Power Automateで会議の主催者を自分以外に設定する

自分以外のメンバーで会議設定したい

Power Automateを使って自分が主催者の会議を設定することは簡単です。
ここで、シナリオによっては「自分以外のメンバー」だけの会議したいといった場合があると思います。 その対応方法の覚え書きです。


業務シナリオ

  • いくつかの少人数のグループを作り、管理者が一括してグループミーティングを設定したい。
  • Power AutomateのOutlookコネクタで、指定したメンバーだけの会議を自動的に作成したい。 ※自分は参加者に含めない。

ここで問題発生

  • Power AutomateでTeams/Outlook会議を作成することは可能ですが、会議の開催者はフローの所有者である自分となります。※1
  • ここで問題なのが、会議が全て自分のカレンダーに登録されてしまうため、数が多いと自分の予定が埋め尽くされてしまいます。
  • 別途新しい予定表を作成しても良いのですが、リマインド通知されたりするので、できれば自分の予定表には登録したくありません。
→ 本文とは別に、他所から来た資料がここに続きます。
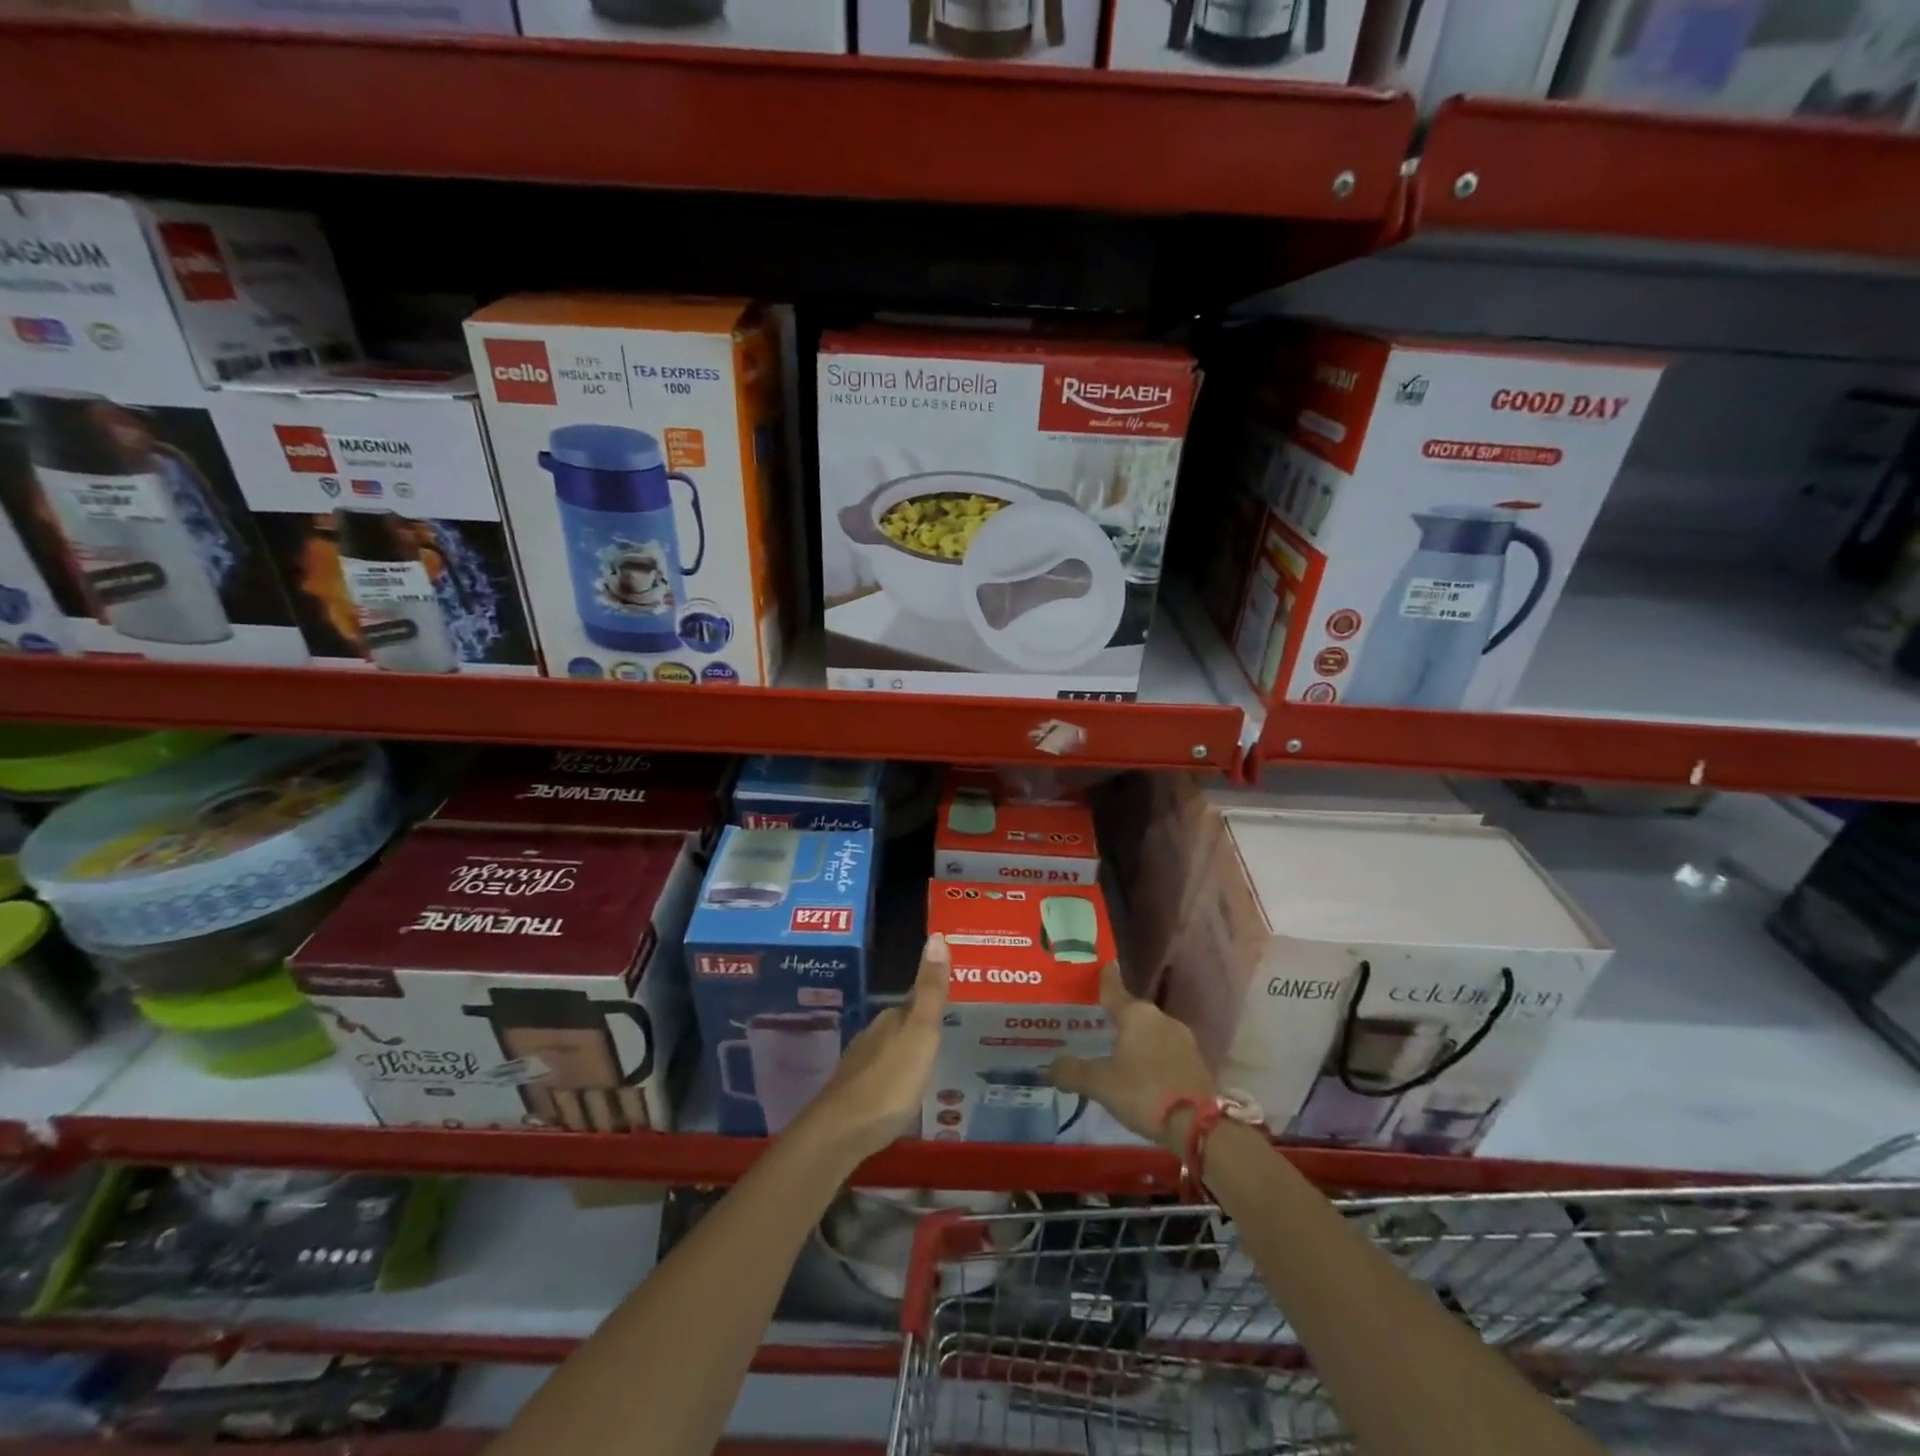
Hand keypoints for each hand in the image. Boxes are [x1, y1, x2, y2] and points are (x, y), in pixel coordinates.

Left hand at [800, 933, 949, 1161]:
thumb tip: (937, 936)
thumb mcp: (920, 1033)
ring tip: (930, 1067)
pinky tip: (903, 1094)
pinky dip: (895, 1079)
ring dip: (907, 1055)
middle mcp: (873, 1035)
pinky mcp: (853, 1095)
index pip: (916, 1001)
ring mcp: (860, 1065)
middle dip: (920, 1029)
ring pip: (889, 1051)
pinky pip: (881, 1077)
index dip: (933, 1002)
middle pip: (901, 1026)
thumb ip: (930, 991)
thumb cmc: (889, 1081)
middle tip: (948, 1038)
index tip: (953, 1005)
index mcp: (892, 1019)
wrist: (840, 1132)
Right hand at [1051, 962, 1213, 1152]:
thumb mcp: (1100, 1084)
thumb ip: (1072, 1072)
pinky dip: (1152, 1055)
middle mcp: (1160, 1018)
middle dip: (1116, 1018)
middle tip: (1097, 1024)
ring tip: (1117, 1052)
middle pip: (1132, 1012)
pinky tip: (1142, 1072)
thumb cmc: (1143, 1092)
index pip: (1114, 989)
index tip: (1104, 965)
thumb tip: (1050, 1066)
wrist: (1198, 1126)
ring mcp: (1182, 1038)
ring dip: (1136, 1039)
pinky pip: (1165, 1050)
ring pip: (1150, 1032)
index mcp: (1136, 1014)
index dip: (1106, 979)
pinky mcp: (1195, 1061)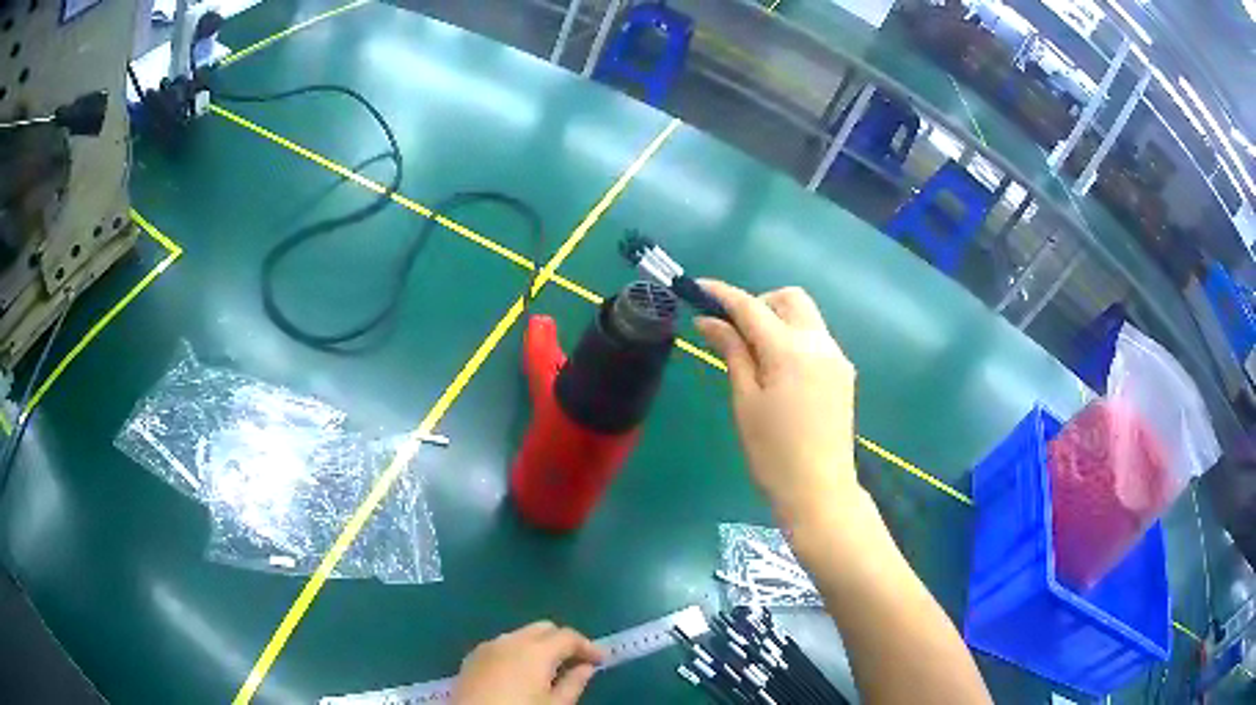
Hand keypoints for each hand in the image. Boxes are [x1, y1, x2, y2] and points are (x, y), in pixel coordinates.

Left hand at [452, 622, 604, 704]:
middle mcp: (510, 640)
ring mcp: (487, 646)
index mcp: (535, 650)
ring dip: (539, 646)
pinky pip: (501, 646)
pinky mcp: (471, 657)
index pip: (568, 636)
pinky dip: (517, 652)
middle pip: (543, 628)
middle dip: (562, 641)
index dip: (588, 646)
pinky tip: (520, 674)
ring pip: (520, 635)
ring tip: (549, 670)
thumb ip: (574, 683)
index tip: (601, 661)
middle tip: (577, 663)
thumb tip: (586, 667)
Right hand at [696, 281, 859, 524]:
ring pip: (806, 316)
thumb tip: (709, 321)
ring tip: (755, 355)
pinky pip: (817, 338)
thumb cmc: (773, 453)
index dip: (722, 294)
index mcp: (790, 350)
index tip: (698, 287)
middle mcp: (820, 343)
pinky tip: (780, 371)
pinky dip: (794, 338)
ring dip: (778, 320)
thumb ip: (732, 352)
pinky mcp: (843, 373)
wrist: (820, 490)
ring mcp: (836, 357)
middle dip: (759, 302)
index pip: (751, 307)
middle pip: (789, 298)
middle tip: (734, 331)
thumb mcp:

※1 厳密にはフローの接続情報のユーザーであり、通常は自動化フローならフロー所有者、インスタントフローなら実行者となります。

結論

  • 会議設定用の「共有メールボックス」を作成します
  • 自分の権限でその予定表を編集できるよう、編集許可設定を行います。
  • 会議を作成するとき、予定表を「共有メールボックスの予定表」に設定します。
  • これにより、会議の開催者が「共有メールボックス」となり、「自分の予定表には登録されない」、かつ「リマインド通知も表示されない」を実現可能です。

解説

Outlook側の設定

共有メールボックス作成と委任

こちらはテナント管理者やExchange管理者しか操作できないところですが、Exchange管理センターより共有メールボックスを新規作成します。
※以下は新しい管理センターの画面です。

そして、委任の設定で、フローの作成者に対し以下の2つの権限を付与します。

これで、委任されたユーザーのOutlookメールボックスやカレンダーに、共有メールボックスが追加されます。

また、共有メールボックスからメールを送信できるようになることで、以下のアクションを使えるようになります。
メール送信元を自分ではなく、共有メールボックスに設定できるので、システム通知用アドレスなどからメール送信できます。


予定表のアクセス許可

フロー作成者のメールボックスに、共有メールボックスが正しく追加されているか確認します。
次に、共有メールボックスの予定表に予定を追加できるよう、編集権限を設定します。

予定表を右クリックして共有とアクセス許可を選択。

自分に共有して、「編集が可能」の権限を付与します。

Power Automateの設定

予定表idの取得(Teamsのみ)

会議の作成にあたり、カレンダーidの取得が必要です。

Teams会議を設定する場合は、ドロップから予定表を選択できないので、Outlookのアクションを使ってカレンダーIDを抽出する処理が必要です。

以下の要領でカレンダーidを抽出します。

  1. カレンダーの取得アクションで、自分にアクセス権のある予定表の一覧が取得される
  2. アレイのフィルター処理で、「予定表名」を指定してidを検索
  3. 戻り値が配列なのでfirst関数で単一値としてカレンダーIDを取り出す


会議の作成

Teamsの場合は、先ほどのIDを使ってカレンダーを指定します。



Outlookの場合はドロップダウンで選択できるので簡単です。

これでフローを実行すると、共有メールボックスを主催者とする、
利用ユーザーだけの会議が設定可能です。

注意事項

共有メールボックスの予定表にアクセスできるのはフローの所有者だけです。
インスタントフローで実行するとユーザーの権限を利用するため、会議の作成が失敗します。
接続情報の設定で、フローの所有者の接続を利用する設定が必要です。